RECORDS PROVIDED section start
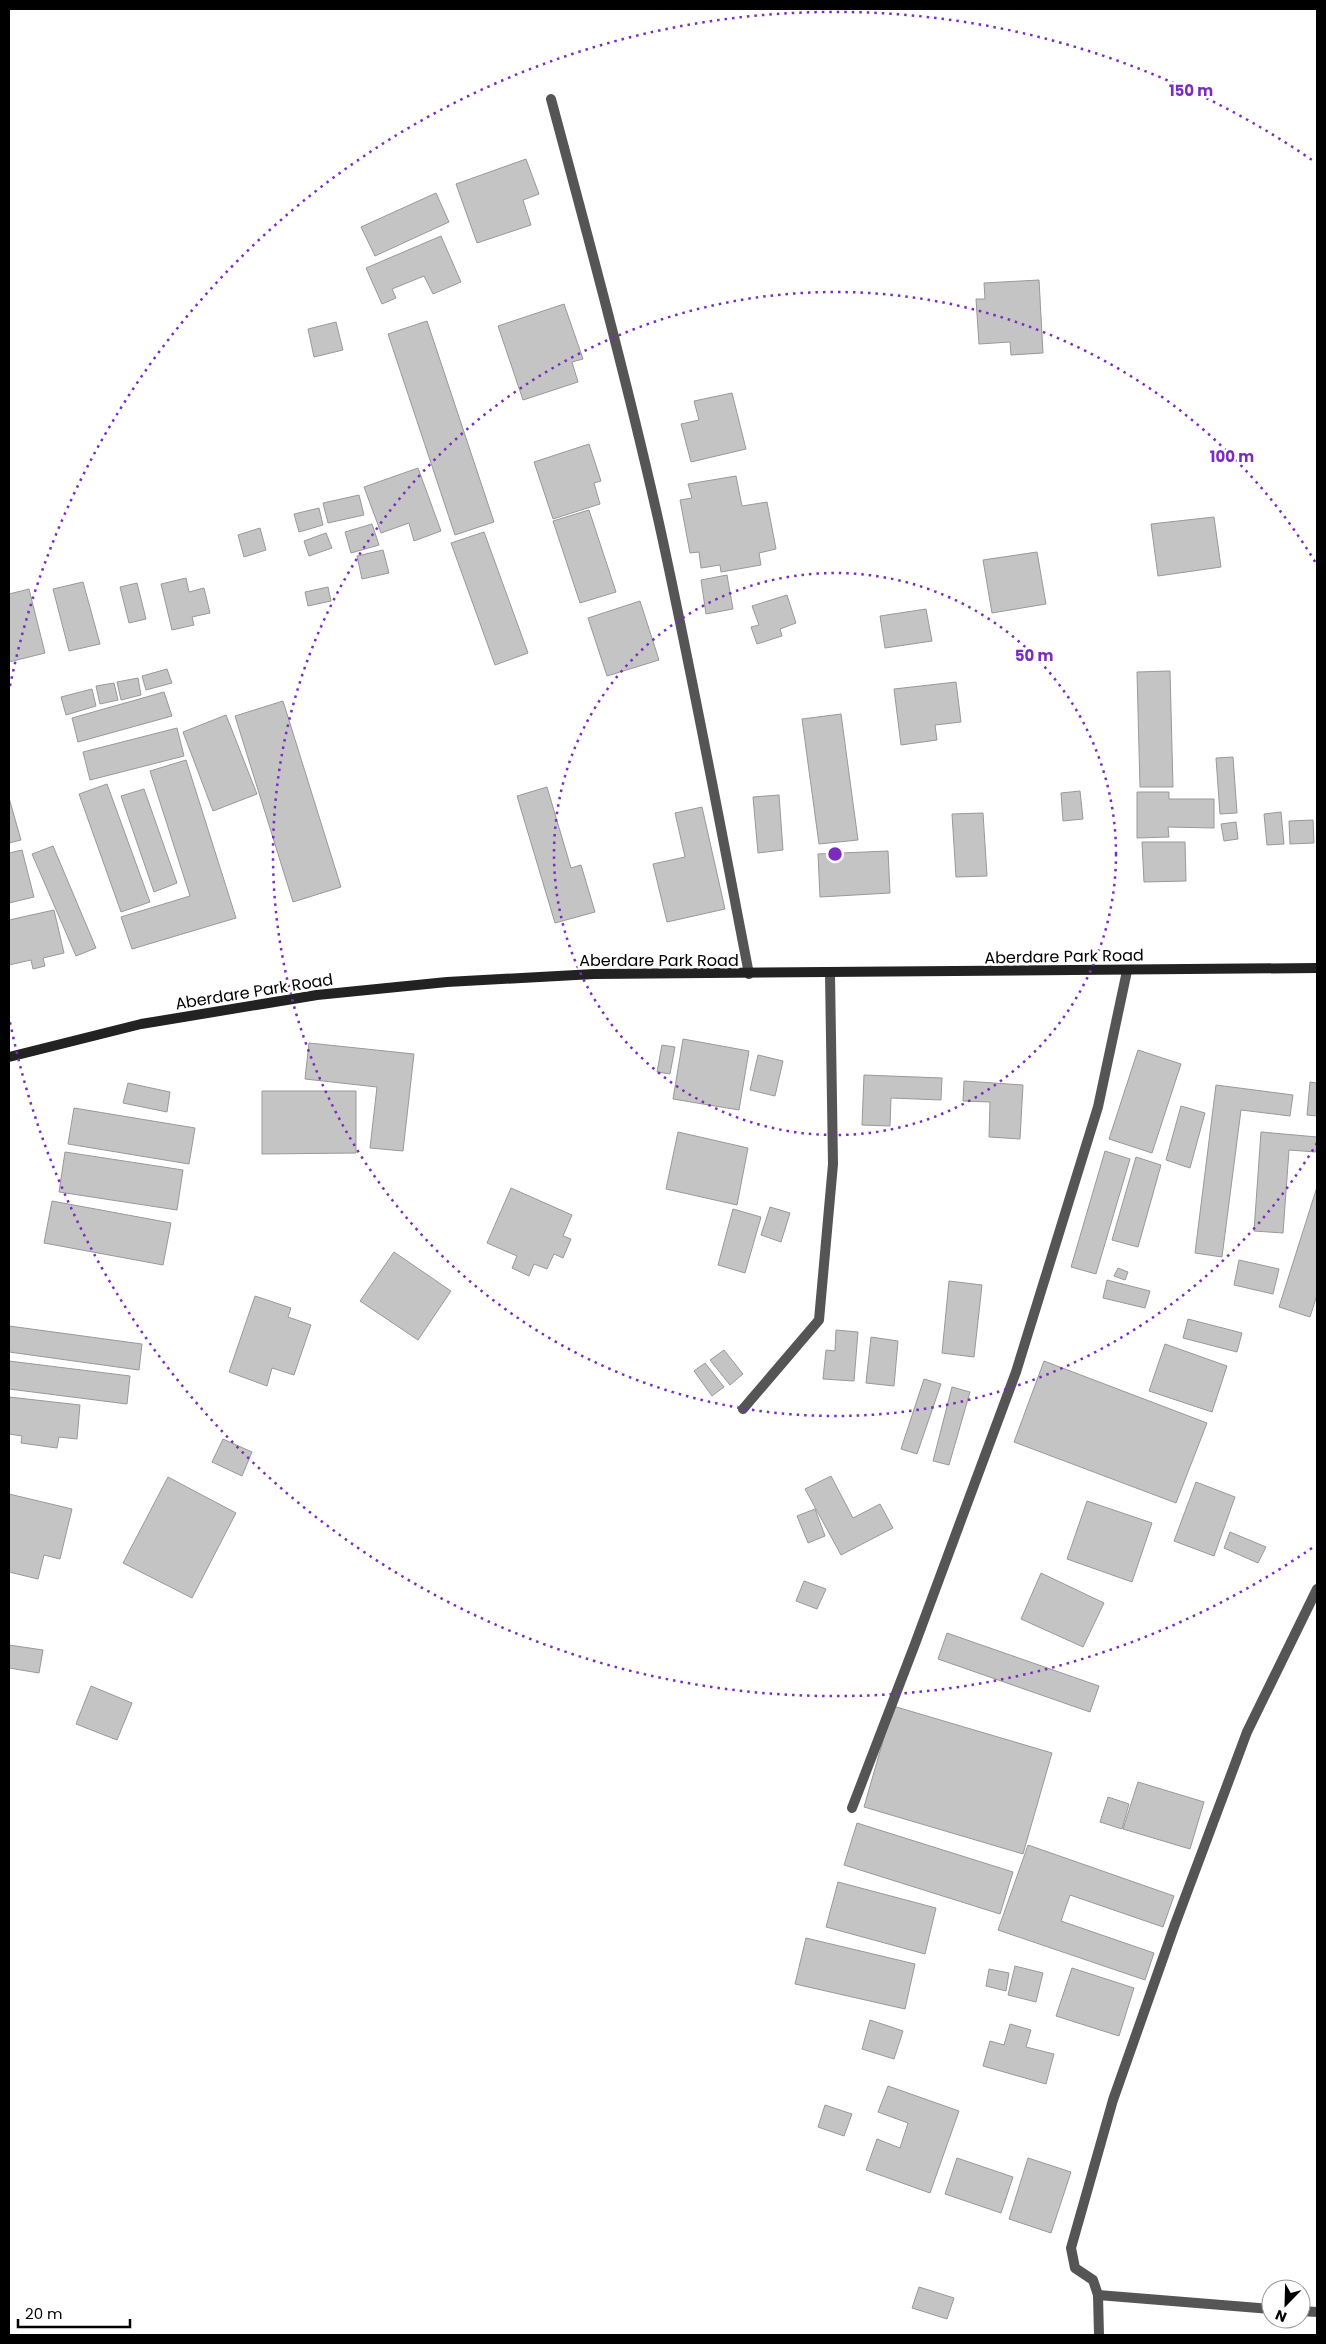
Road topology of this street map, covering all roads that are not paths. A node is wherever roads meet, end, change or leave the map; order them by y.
1 (551, 99) dead end
2 (1317, 968) edge
3 (1126, 971) junction
4 (749, 974) junction
5 (830, 974) junction
6 (9, 1057) edge
7 (744, 1409) dead end
8 (1317, 1589) edge
9 (852, 1808) dead end
10 (1098, 2294) junction
11 (1261, 2308) edge
12 (1099, 2335) edge

1 - 4 street
2 - 3 street, Aberdare Park Road
3 - 5 street, Aberdare Park Road
3 - 9 street
4 - 5 street, Aberdare Park Road
4 - 6 street, Aberdare Park Road
5 - 7 street
8 - 10 street
10 - 11 street
10 - 12 street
RECORDS PROVIDED section end
▶ **ACTIVITY**:
If an entry contains a picture, leave it out and repeat the rest exactly.

▶ **PROBLEM SOLUTION**:
Road topology of this street map, covering all roads that are not paths. A node is wherever roads meet, end, change or leave the map; order them by y.
1 (551, 99) dead end
2 (1317, 968) edge
3 (1126, 971) junction
4 (749, 974) junction
5 (830, 974) junction
6 (9, 1057) edge
7 (744, 1409) dead end
8 (1317, 1589) edge
9 (852, 1808) dead end
10 (1098, 2294) junction
11 (1261, 2308) edge
12 (1099, 2335) edge

1 - 4 street
2 - 3 street, Aberdare Park Road
3 - 5 street, Aberdare Park Road
3 - 9 street
4 - 5 street, Aberdare Park Road
4 - 6 street, Aberdare Park Road
5 - 7 street
8 - 10 street
10 - 11 street
10 - 12 street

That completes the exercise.